WHAT IS NEEDED: Pictures aside, return all of the records exactly as they stand.

STORED DATA:
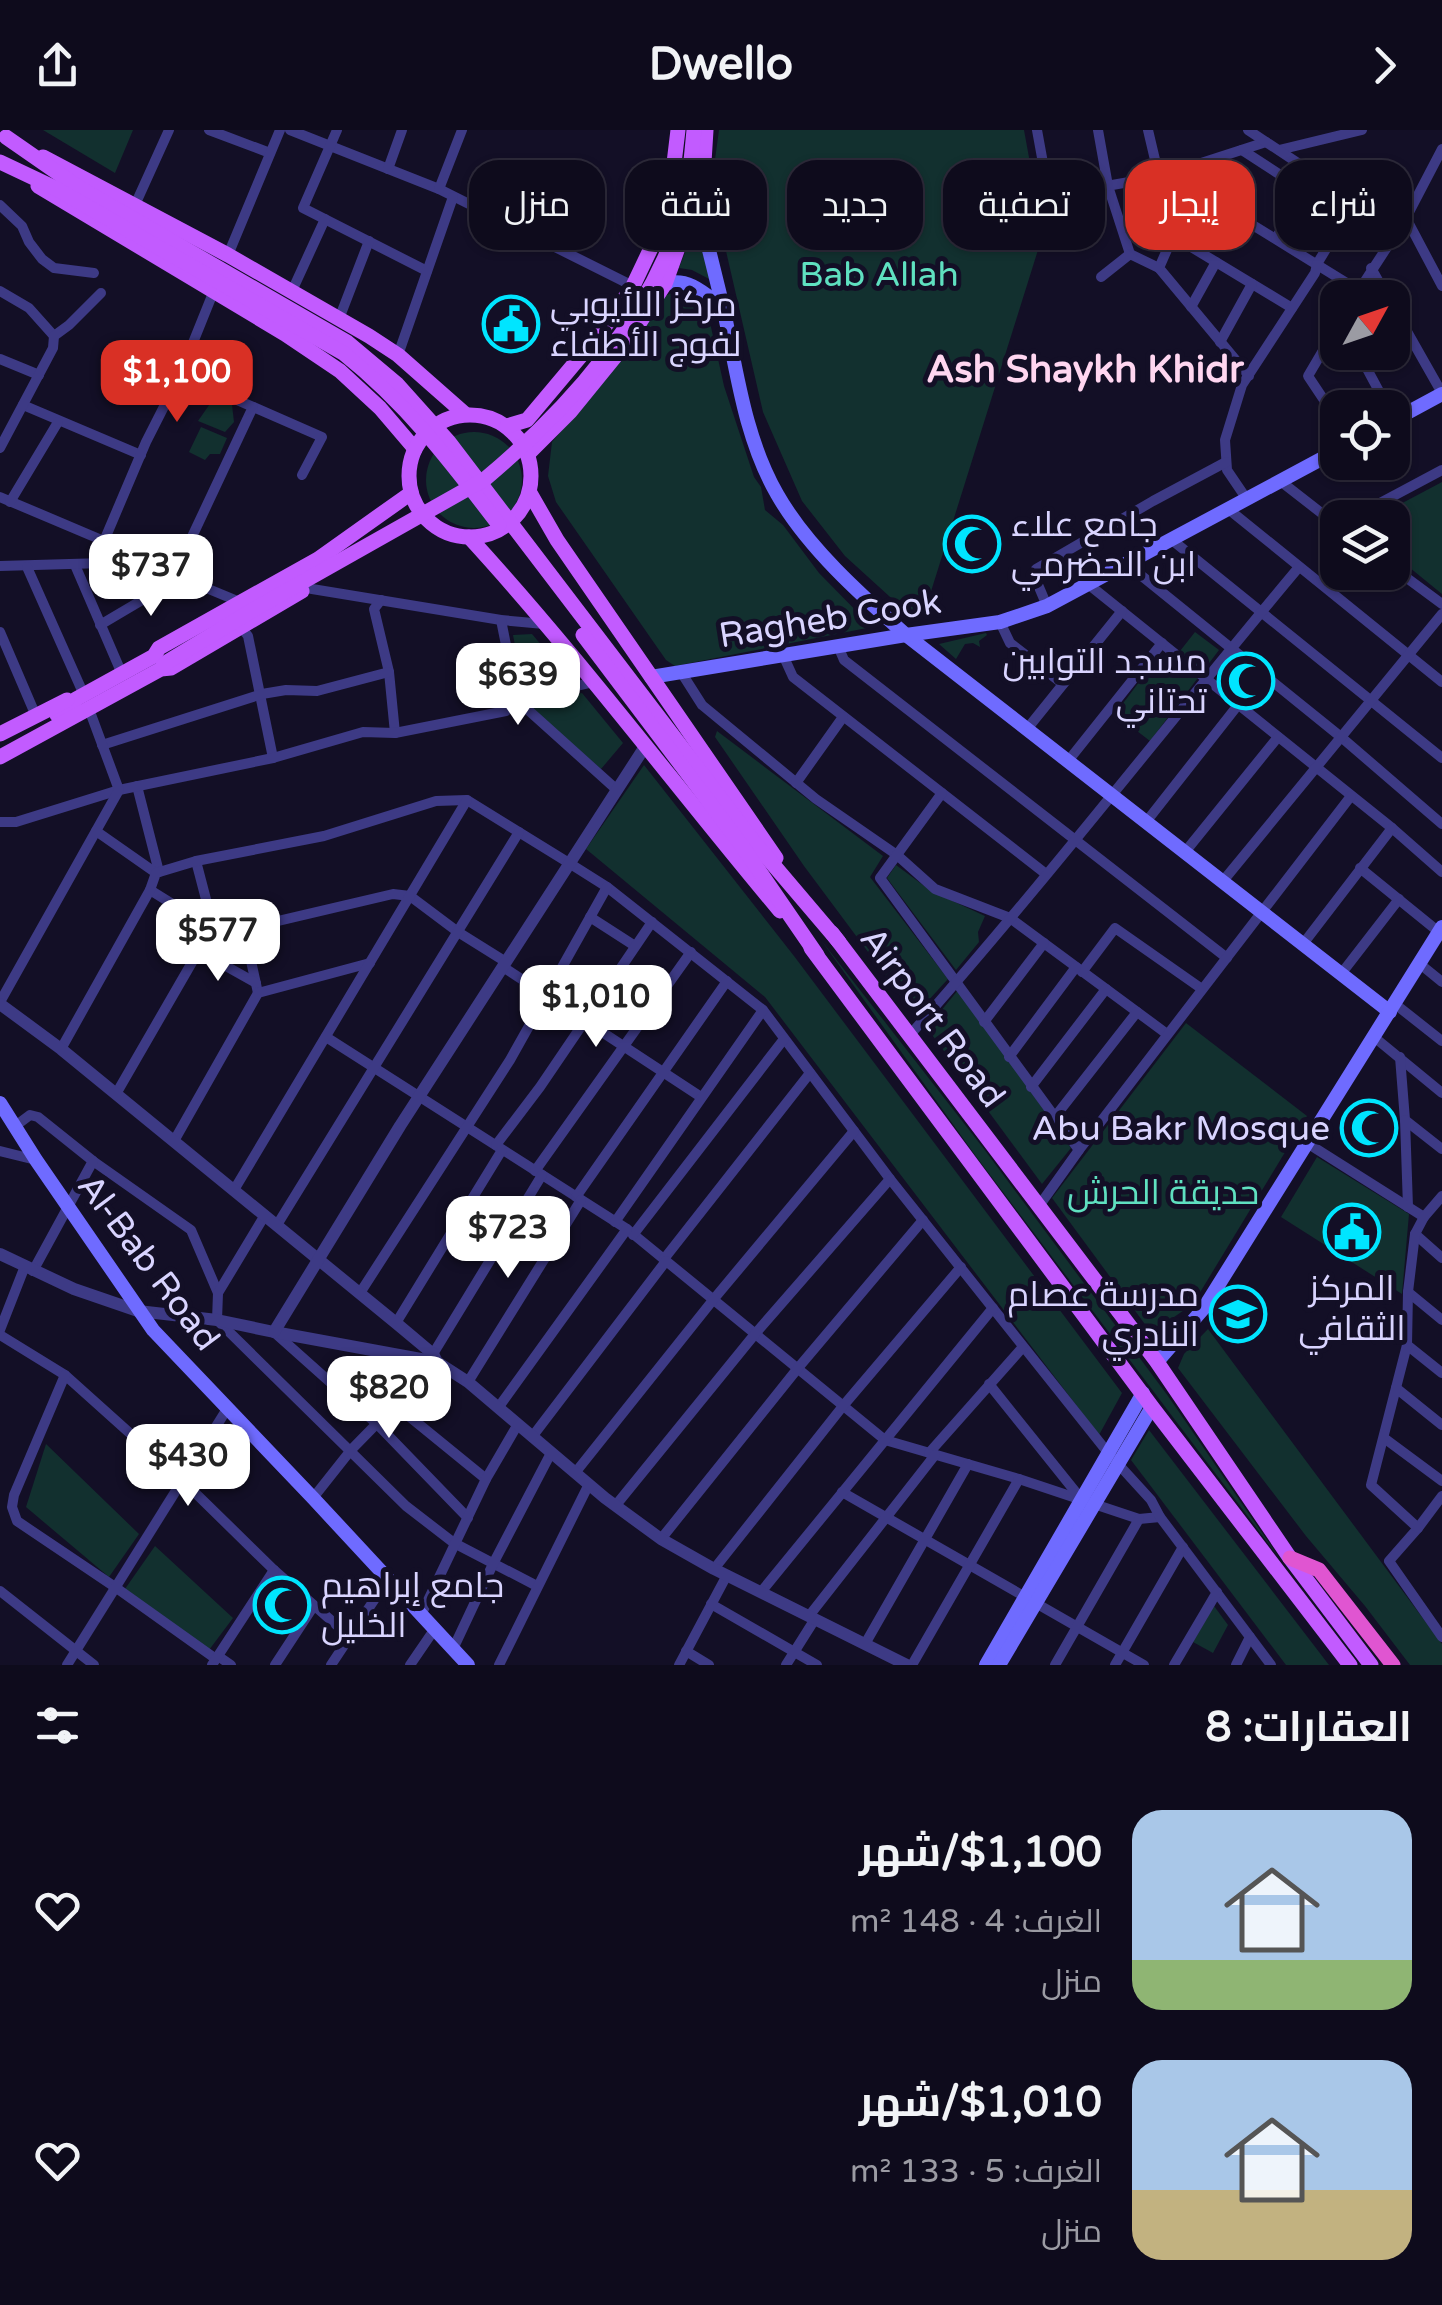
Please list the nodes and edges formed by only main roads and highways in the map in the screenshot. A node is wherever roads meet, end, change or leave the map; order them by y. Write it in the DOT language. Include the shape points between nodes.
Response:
graph roads {
  1 [pos="678,130"];
  2 [pos="691,130"];
  3 [pos="706,130"];
  4 [pos="3,135"];
  5 [pos="704,160"];
  6 [pos="0,163"];
  7 [pos="677,250"];
  8 [pos="708,250"];
  9 [pos="664,284"];
  10 [pos="723,308"];
  11 [pos="1442,393"];
  12 [pos="550,394"];
  13 [pos="1410,408"];
  14 [pos="570,412"];
  15 [pos="464,414"];
  16 [pos="507,426"];
  17 [pos="415,448"];
  18 [pos="528,454"];
  19 [pos="1320,459"];
  20 [pos="412,493"];
  21 [pos="530,493"];
  22 [pos="429,521"];
  23 [pos="469,538"];
  24 [pos="906,634"];
  25 [pos="158,662"];
  26 [pos="651,677"];
  27 [pos="78,707"];
  28 [pos="1,734"];
  29 [pos="0,758"];
  30 [pos="0,767"];
  31 [pos="1441,929"];
  32 [pos="838,942"];
  33 [pos="817,955"];
  34 [pos="1392,1008"];
  35 [pos="0,1103"];
  36 [pos="1157,1362"];
  37 [pos="1147,1400"];
  38 [pos="1290,1558"];
  39 [pos="1030,1600"];
  40 [pos="468,1665"];
  41 [pos="986,1665"];
  42 [pos="999,1665"];
  43 [pos="1350,1665"];
  44 [pos="1371,1665"];
  45 [pos="1393,1665"];
  1 -- 12 [label="main road" via="661,227 633,286"];
  2 -- 25 [label="main road, bridge" via="688,186 656,279 563,407 516,454 485,479"];
  3 -- 5 [label="main road"];
  4 -- 15 [label="main road" via="339,319 398,355"];
  4 -- 32 [label="main road, bridge" via="78,188 346,342 397,384"];
  6 -- 17 [label="main road" via="340,372"];
  6 -- 33 [label="main road, bridge" via="343,353 378,381 550,591"];
  7 -- 9 [label="main road"];
  8 -- 10 [label="main road"];
  9 -- 10 [label="main road" via="678,280 698,288"];
  9 -- 14 [label="main road"];
  10 -- 24 [label="main road" via="746,418 778,495 831,563"];
  11 -- 13 [label="main road"];
  12 -- 14 [label="main road"];
  12 -- 16 [label="main road" via="527,420"];
  14 -- 18 [label="main road"];
  15 -- 16 [label="main road"];
  15 -- 17 [label="main road" via="444,420"];
  16 -- 18 [label="main road"];
  17 -- 20 [label="main road"];
  18 -- 21 [label="main road"];
  19 -- 24 [label="main road, Ragheb Cook" via="1047,606 1000,622"];
  20 -- 22 [label="main road"];
  20 -- 25 [label="main road" via="318,559 159,648"];
  21 -- 23 [label="main road" via="509,524"];
  21 -- 26 [label="main road, Airport Road"];
  22 -- 23 [label="main road"];
  22 -- 25 [label="main road" via="399,532 172,668"];
  23 -- 33 [label="main road, Airport Road"];
  24 -- 26 [label="main road, Ragheb Cook"];
  24 -- 34 [label="main road"];
  25 -- 27 [label="main road"];
  25 -- 27 [label="main road" via="122,674"];
  26 -- 32 [label="main road, Airport Road"];
  27 -- 28 [label="main road"];
  27 -- 28 [label="main road" via="64,701"];
  27 -- 29 [label="main road"];
  27 -- 30 [label="main road" via="72,724"];
  31 -- 34 [label="main road"];
  32 -- 36 [label="main road, Airport Road"];
  33 -- 37 [label="main road, Airport Road"];
  34 -- 36 [label="main road" via="1204,1308"];
  35 -- 40 [label="main road, Al-Bab Road" via="138,1310"];
  36 -- 38 [label="main road, Airport Road"];
  37 -- 39 [label="main road"];
  37 -- 43 [label="main road, Airport Road"];
  38 -- 44 [label="main road, Airport Road"];
  38 -- 45 [label="highway" via="1319,1570"];
  39 -- 41 [label="main road"];
  39 -- 42 [label="main road"];
}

ANSWER BOX:
Please list the nodes and edges formed by only main roads and highways in the map in the screenshot. A node is wherever roads meet, end, change or leave the map; order them by y. Write it in the DOT language. Include the shape points between nodes.
Response:
graph roads {
  1 [pos="678,130"];
  2 [pos="691,130"];
  3 [pos="706,130"];
  4 [pos="3,135"];
  5 [pos="704,160"];
  6 [pos="0,163"];
  7 [pos="677,250"];
  8 [pos="708,250"];
  9 [pos="664,284"];
  10 [pos="723,308"];
  11 [pos="1442,393"];
  12 [pos="550,394"];
  13 [pos="1410,408"];
  14 [pos="570,412"];
  15 [pos="464,414"];
  16 [pos="507,426"];
  17 [pos="415,448"];
  18 [pos="528,454"];
  19 [pos="1320,459"];
  20 [pos="412,493"];
  21 [pos="530,493"];
  22 [pos="429,521"];
  23 [pos="469,538"];
  24 [pos="906,634"];
  25 [pos="158,662"];
  26 [pos="651,677"];
  27 [pos="78,707"];
  28 [pos="1,734"];
  29 [pos="0,758"];
  30 [pos="0,767"];
  31 [pos="1441,929"];
  32 [pos="838,942"];
  33 [pos="817,955"];
  34 [pos="1392,1008"];
  35 [pos="0,1103"];
  36 [pos="1157,1362"];
  37 [pos="1147,1400"];
  38 [pos="1290,1558"];
  39 [pos="1030,1600"];
  40 [pos="468,1665"];
  41 [pos="986,1665"];
  42 [pos="999,1665"];
  43 [pos="1350,1665"];
  44 [pos="1371,1665"];
  45 [pos="1393,1665"];
  1 -- 12 [label="main road" via="661,227 633,286"];
  2 -- 25 [label="main road, bridge" via="688,186 656,279 563,407 516,454 485,479"];
  3 -- 5 [label="main road"];
  4 -- 15 [label="main road" via="339,319 398,355"];
  4 -- 32 [label="main road, bridge" via="78,188 346,342 397,384"];
  6 -- 17 [label="main road" via="340,372"];
  6 -- 33 [label="main road, bridge" via="343,353 378,381 550,591"];
  7 -- 9 [label="main road"];
  8 -- 10 [label="main road"];
  9 -- 10 [label="main road" via="678,280 698,288"];
  9 -- 14 [label="main road"];
  10 -- 24 [label="main road" via="746,418 778,495 831,563"];
  11 -- 13 [label="main road"];
  12 -- 14 [label="main road"];
  12 -- 16 [label="main road" via="527,420"];
  14 -- 18 [label="main road"];
  15 -- 16 [label="main road"];
  15 -- 17 [label="main road" via="444,420"];
  16 -- 18 [label="main road"];
  17 -- 20 [label="main road"];
  18 -- 21 [label="main road"];
  19 -- 24 [label="main road, Ragheb Cook" via="1047,606 1000,622"];
  20 -- 22 [label="main road"];
  20 -- 25 [label="main road" via="318,559 159,648"];
  21 -- 23 [label="main road" via="509,524"];
  21 -- 26 [label="main road, Airport Road"];
  22 -- 23 [label="main road"];
  22 -- 25 [label="main road" via="399,532 172,668"];
  23 -- 33 [label="main road, Airport Road"];
  24 -- 26 [label="main road, Ragheb Cook"];
  24 -- 34 [label="main road"];
  25 -- 27 [label="main road"];
  25 -- 27 [label="main road" via="122,674"];
  26 -- 32 [label="main road, Airport Road"];
  27 -- 28 [label="main road"];
  27 -- 28 [label="main road" via="64,701"];
  27 -- 29 [label="main road"];
  27 -- 30 [label="main road" via="72,724"];
  31 -- 34 [label="main road"];
  32 -- 36 [label="main road, Airport Road"];
  33 -- 37 [label="main road, Airport Road"];
  34 -- 36 [label="main road" via="1204,1308"];
  35 -- 40 [label="main road, Al-Bab Road" via="138,1310"];
  36 -- 38 [label="main road, Airport Road"];
  37 -- 39 [label="main road"];
  37 -- 43 [label="main road, Airport Road"];
  38 -- 44 [label="main road, Airport Road"];
  38 -- 45 [label="highway" via="1319,1570"];
  39 -- 41 [label="main road"];
  39 -- 42 [label="main road"];
}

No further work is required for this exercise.